Task item - Note how many lines in these entries contain "Graphviz", and reply with that number alone.

++++ Data to use

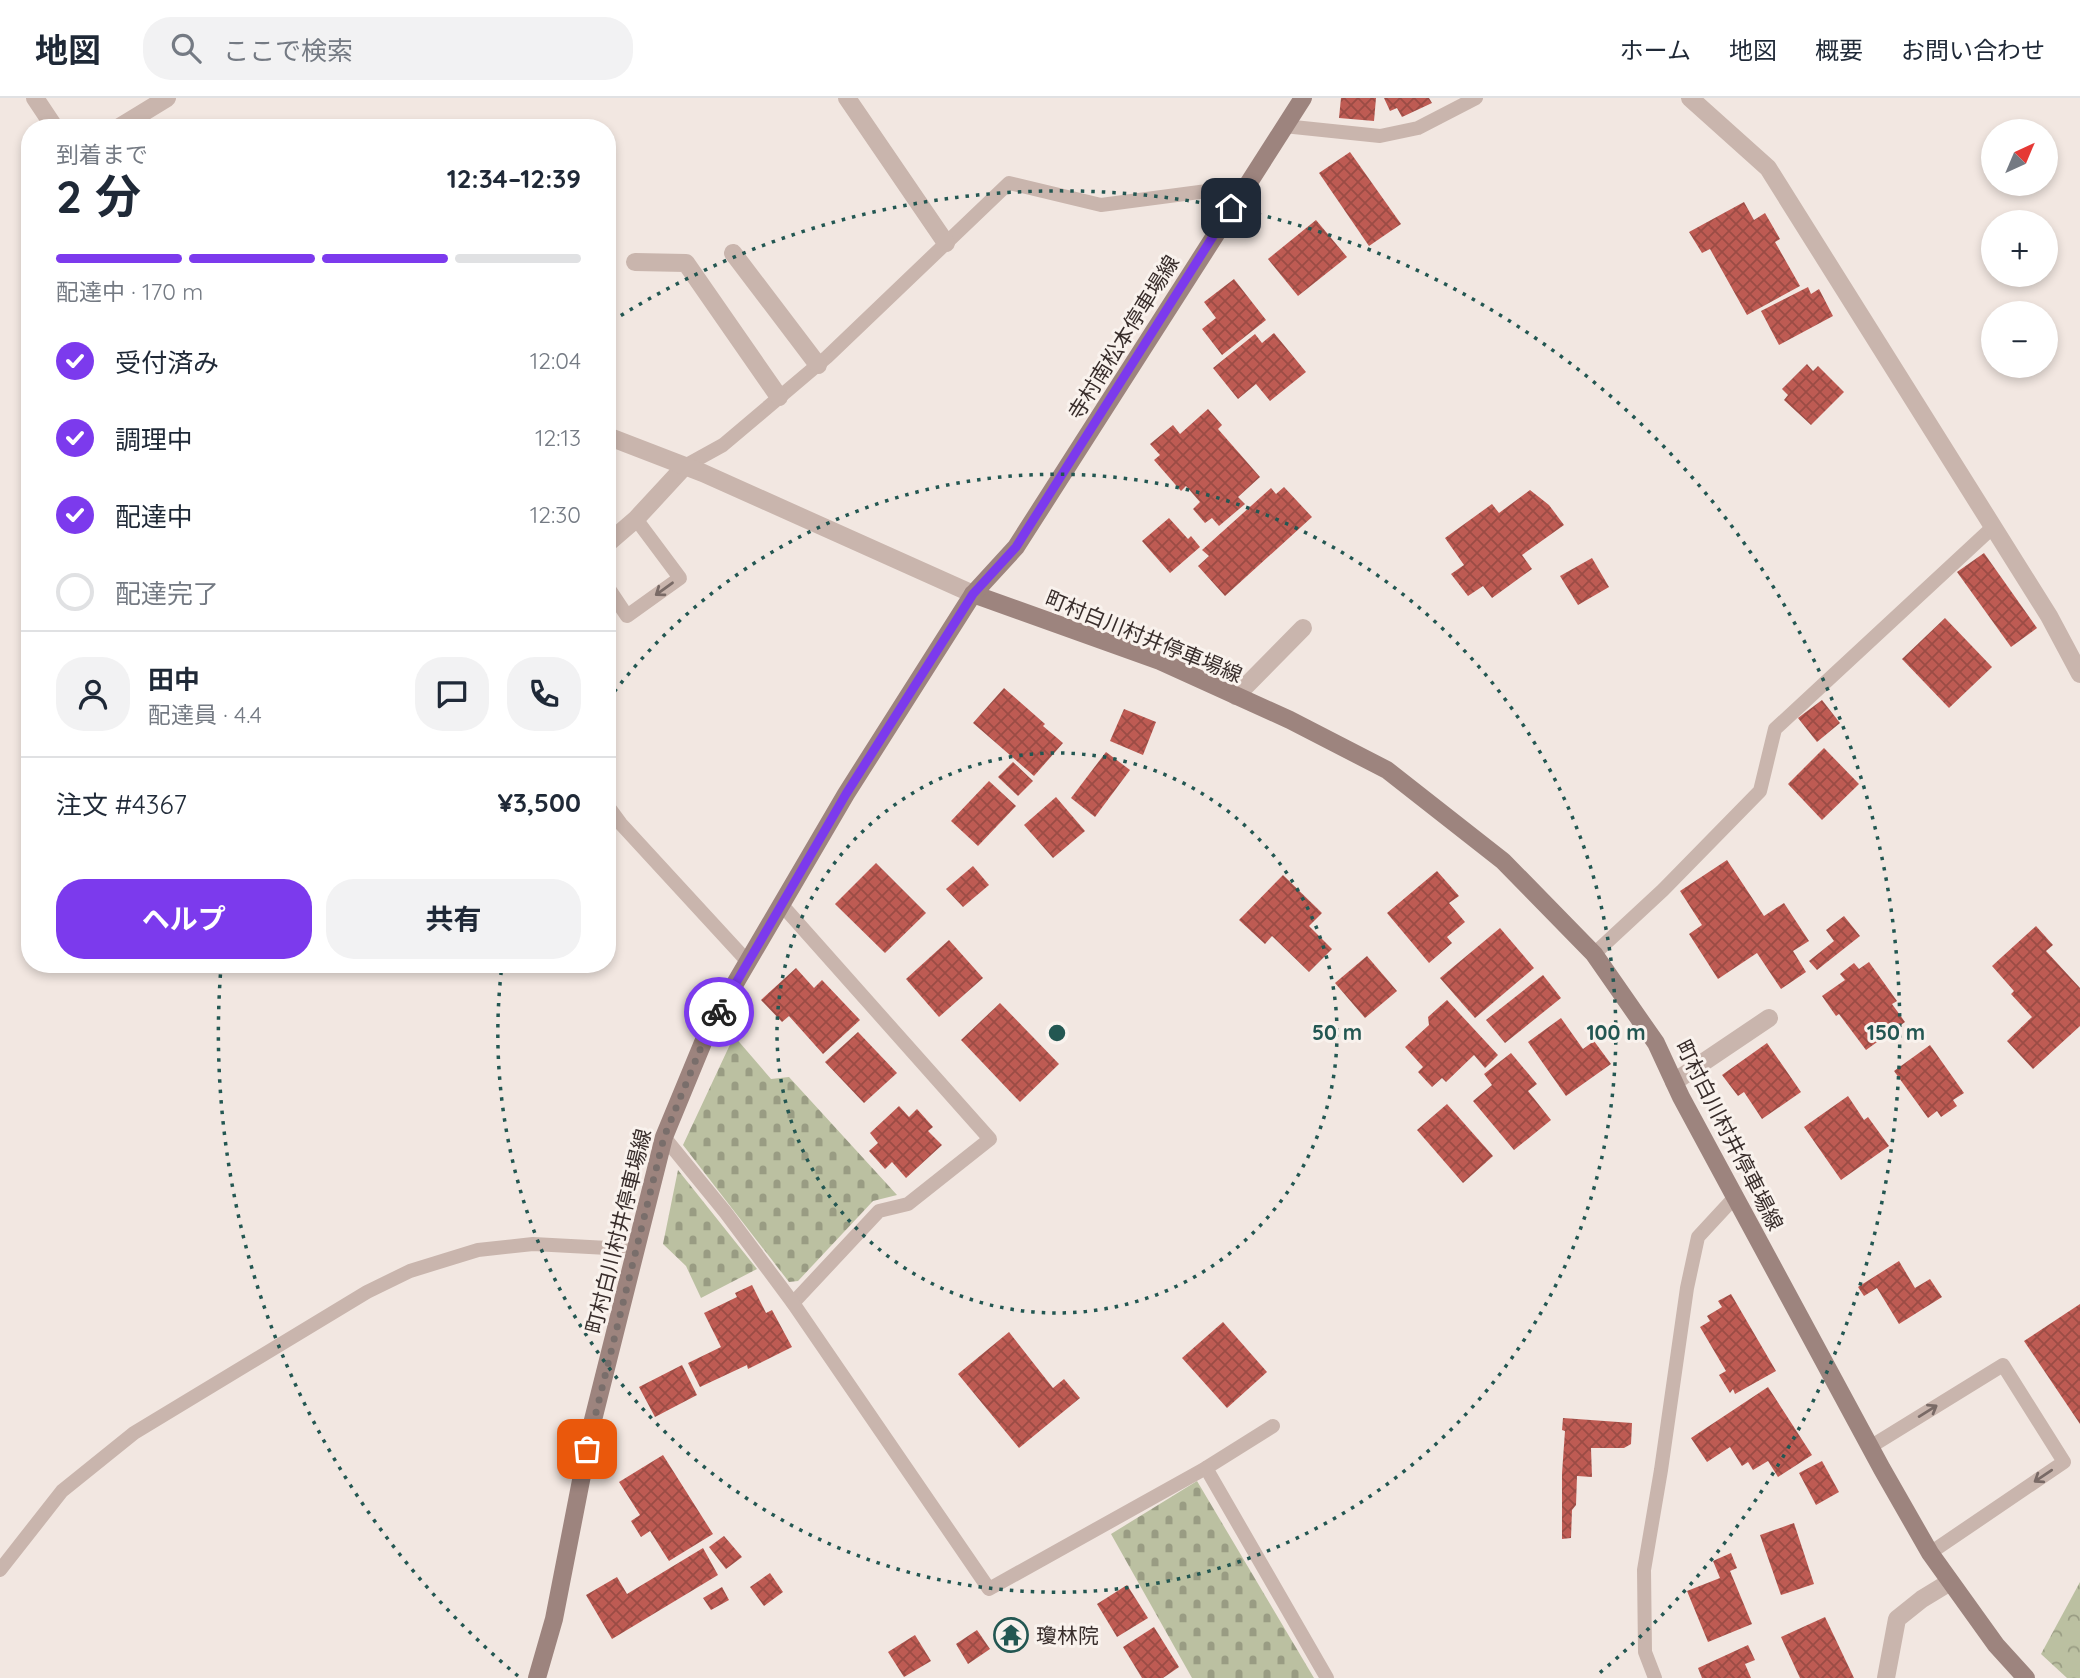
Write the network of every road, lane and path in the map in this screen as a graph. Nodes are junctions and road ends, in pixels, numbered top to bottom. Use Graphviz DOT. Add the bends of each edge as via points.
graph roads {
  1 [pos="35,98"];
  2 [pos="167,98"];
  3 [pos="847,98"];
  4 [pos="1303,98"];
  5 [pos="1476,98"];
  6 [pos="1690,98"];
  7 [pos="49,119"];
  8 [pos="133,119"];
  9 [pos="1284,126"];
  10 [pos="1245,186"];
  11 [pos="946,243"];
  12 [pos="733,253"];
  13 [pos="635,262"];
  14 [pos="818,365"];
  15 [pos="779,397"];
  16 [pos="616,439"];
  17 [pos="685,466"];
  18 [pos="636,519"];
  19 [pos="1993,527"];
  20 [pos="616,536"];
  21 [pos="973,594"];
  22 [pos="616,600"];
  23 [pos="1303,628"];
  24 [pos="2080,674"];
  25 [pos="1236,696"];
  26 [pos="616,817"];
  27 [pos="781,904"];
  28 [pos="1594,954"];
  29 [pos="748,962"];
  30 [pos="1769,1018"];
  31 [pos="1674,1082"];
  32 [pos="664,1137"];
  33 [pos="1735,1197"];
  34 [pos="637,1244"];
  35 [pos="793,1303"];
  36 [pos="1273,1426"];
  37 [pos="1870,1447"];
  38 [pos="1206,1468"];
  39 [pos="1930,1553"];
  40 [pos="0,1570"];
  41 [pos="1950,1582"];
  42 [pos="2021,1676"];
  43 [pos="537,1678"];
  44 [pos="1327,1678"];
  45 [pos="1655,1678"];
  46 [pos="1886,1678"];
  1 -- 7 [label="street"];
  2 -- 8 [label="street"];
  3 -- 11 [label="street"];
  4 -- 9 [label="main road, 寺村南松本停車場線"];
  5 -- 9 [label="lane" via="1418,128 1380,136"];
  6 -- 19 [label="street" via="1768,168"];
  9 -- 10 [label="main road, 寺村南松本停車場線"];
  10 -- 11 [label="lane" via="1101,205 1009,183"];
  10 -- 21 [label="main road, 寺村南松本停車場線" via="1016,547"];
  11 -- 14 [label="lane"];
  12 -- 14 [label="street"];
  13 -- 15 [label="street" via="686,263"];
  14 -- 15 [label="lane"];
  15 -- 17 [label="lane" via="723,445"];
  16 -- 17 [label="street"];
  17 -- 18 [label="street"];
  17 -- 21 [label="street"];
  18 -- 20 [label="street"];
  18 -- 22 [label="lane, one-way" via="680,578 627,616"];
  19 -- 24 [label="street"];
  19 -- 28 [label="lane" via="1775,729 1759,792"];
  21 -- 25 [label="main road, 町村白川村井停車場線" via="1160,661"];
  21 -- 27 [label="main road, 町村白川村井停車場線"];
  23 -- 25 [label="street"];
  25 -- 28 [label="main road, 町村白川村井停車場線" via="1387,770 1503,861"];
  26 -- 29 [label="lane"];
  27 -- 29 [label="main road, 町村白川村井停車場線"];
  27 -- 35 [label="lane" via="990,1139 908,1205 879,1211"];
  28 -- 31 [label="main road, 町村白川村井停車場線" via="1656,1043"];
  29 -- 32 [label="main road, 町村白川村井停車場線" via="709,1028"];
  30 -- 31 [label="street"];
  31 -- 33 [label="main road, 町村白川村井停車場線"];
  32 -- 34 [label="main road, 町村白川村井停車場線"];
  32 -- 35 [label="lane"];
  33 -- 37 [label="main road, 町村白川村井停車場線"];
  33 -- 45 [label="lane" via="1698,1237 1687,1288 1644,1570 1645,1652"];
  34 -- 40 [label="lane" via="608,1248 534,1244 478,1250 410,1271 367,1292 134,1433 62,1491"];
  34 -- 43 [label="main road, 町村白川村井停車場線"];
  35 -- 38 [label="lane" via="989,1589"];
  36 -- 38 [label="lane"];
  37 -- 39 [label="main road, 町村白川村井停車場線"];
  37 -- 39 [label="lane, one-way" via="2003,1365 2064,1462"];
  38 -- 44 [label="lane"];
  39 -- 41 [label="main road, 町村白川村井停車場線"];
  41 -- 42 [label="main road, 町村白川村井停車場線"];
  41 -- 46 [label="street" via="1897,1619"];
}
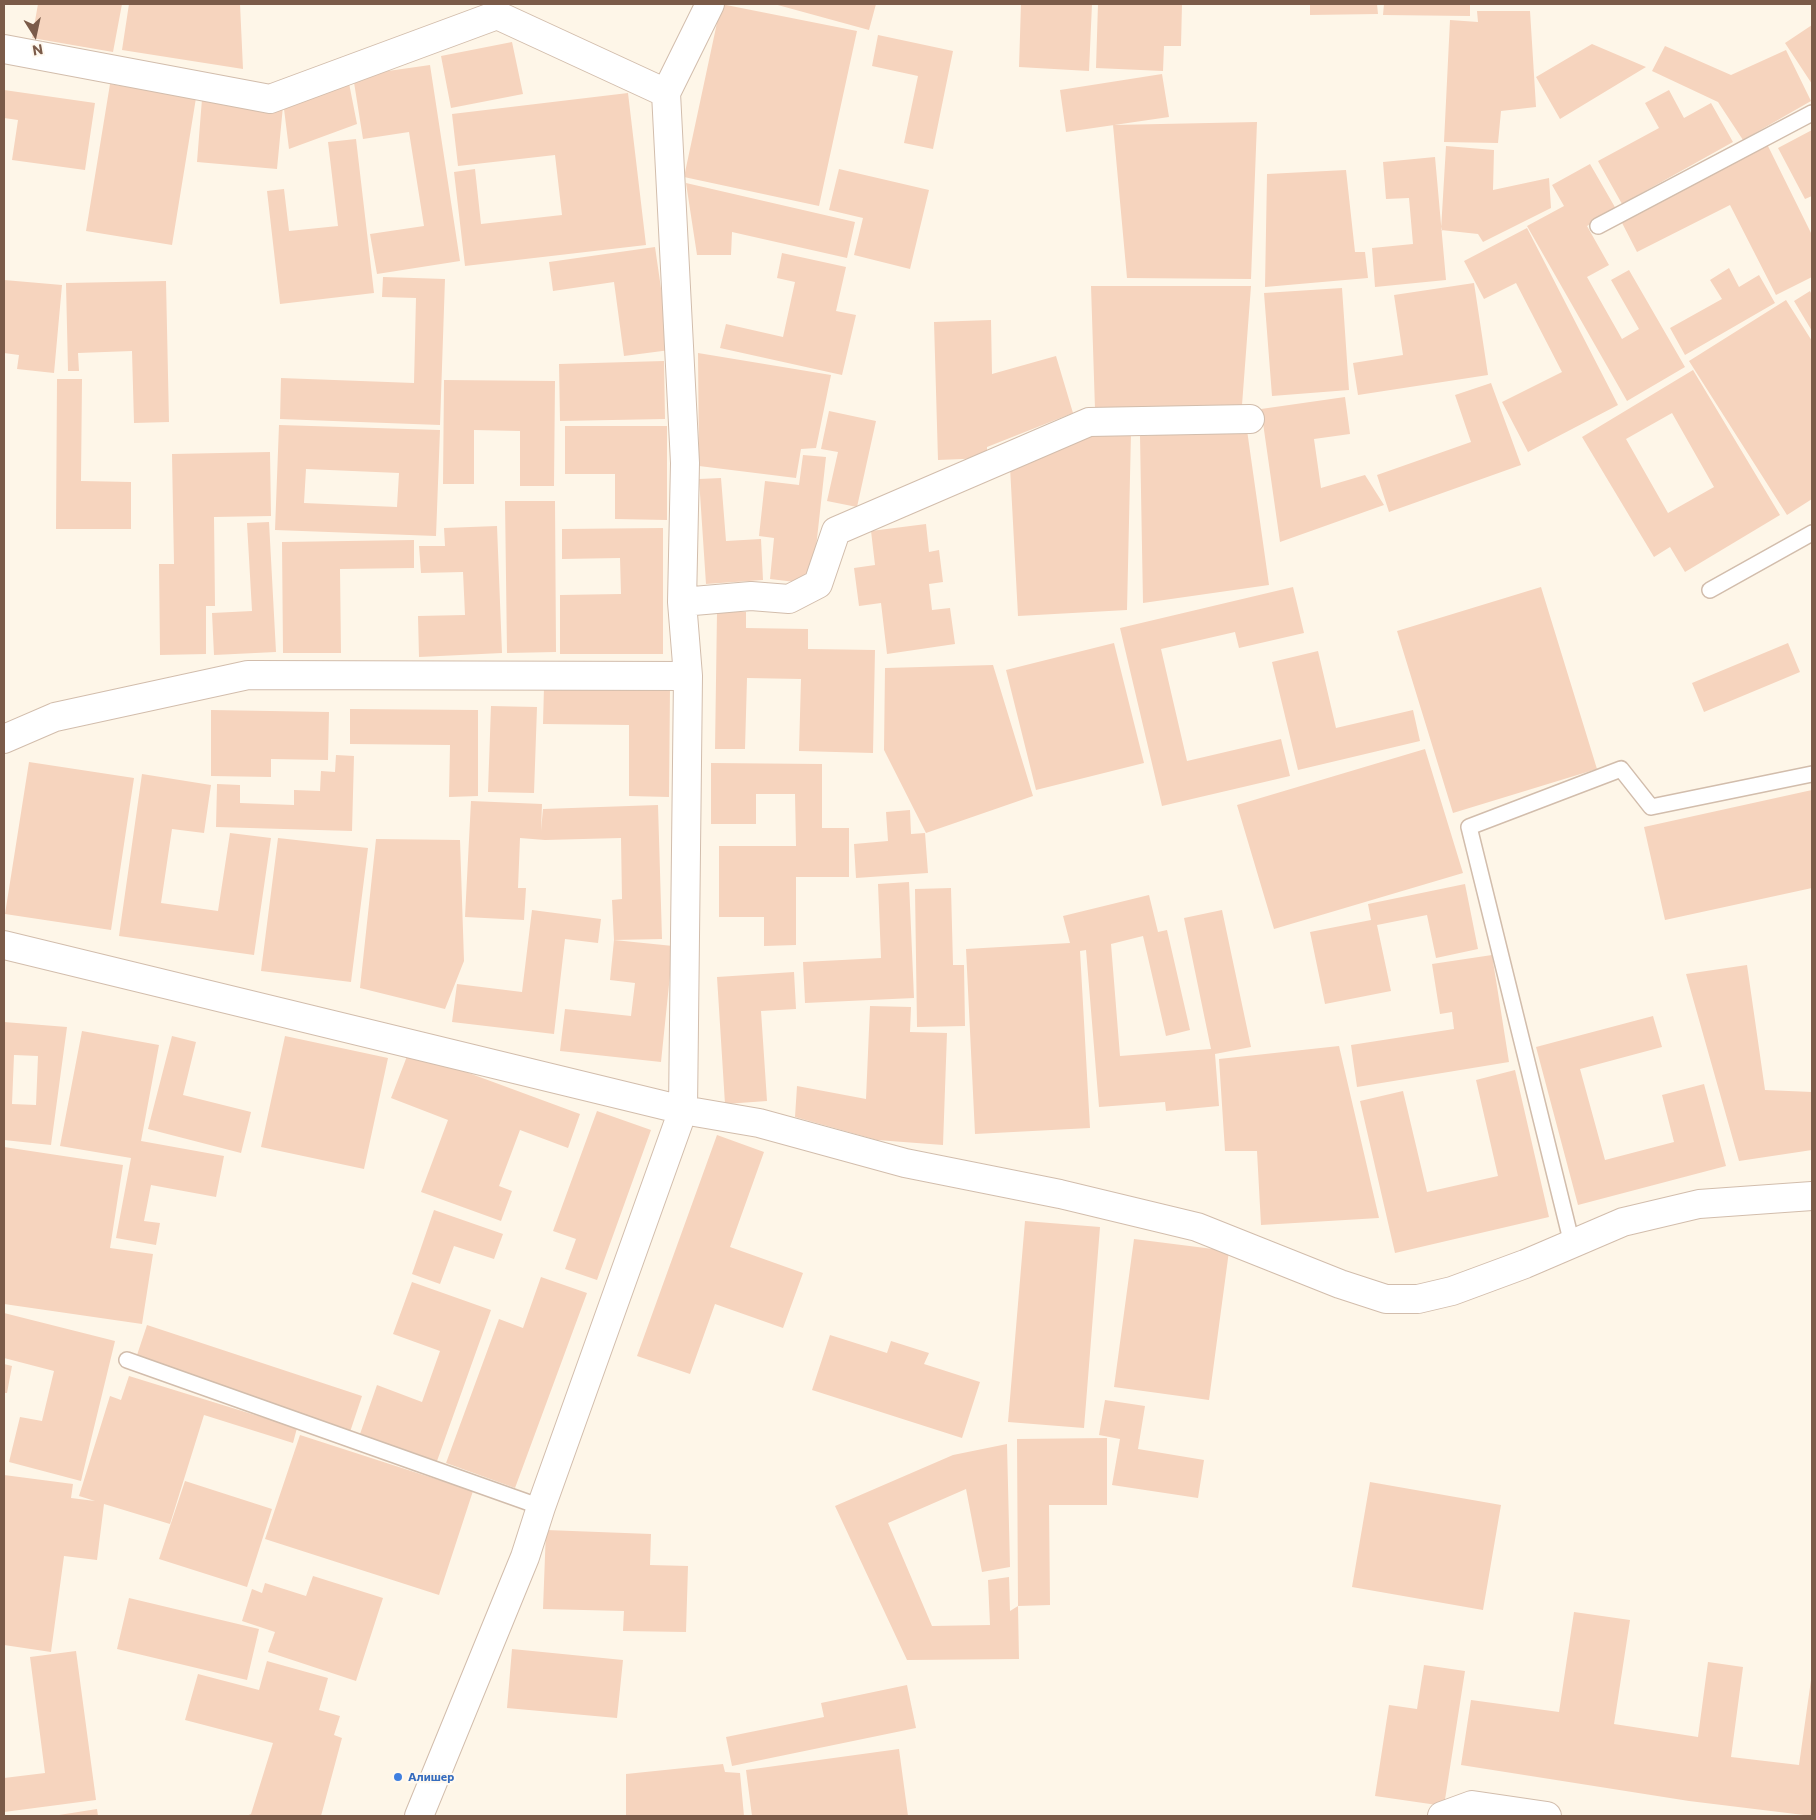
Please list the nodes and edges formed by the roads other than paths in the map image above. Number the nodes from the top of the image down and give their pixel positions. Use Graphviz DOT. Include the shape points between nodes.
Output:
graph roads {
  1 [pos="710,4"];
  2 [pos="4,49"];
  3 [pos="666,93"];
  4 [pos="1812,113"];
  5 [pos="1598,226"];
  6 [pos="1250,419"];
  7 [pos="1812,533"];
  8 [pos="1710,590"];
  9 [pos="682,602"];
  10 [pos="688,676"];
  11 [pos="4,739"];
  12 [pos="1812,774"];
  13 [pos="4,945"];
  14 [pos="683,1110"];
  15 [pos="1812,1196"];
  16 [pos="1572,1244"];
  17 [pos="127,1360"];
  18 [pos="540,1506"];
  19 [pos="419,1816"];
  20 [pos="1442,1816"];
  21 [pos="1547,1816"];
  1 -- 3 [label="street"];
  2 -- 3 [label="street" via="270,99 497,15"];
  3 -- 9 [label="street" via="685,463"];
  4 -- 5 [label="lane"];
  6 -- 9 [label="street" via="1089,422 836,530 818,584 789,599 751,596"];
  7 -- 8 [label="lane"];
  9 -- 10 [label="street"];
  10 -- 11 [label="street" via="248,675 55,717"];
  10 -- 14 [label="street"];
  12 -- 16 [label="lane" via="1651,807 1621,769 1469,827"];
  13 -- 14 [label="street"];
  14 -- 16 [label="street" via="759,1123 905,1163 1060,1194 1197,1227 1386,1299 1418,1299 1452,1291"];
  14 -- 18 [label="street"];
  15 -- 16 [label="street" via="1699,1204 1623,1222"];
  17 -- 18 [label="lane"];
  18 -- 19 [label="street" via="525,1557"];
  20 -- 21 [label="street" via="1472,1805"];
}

++++++++

Finished task - 2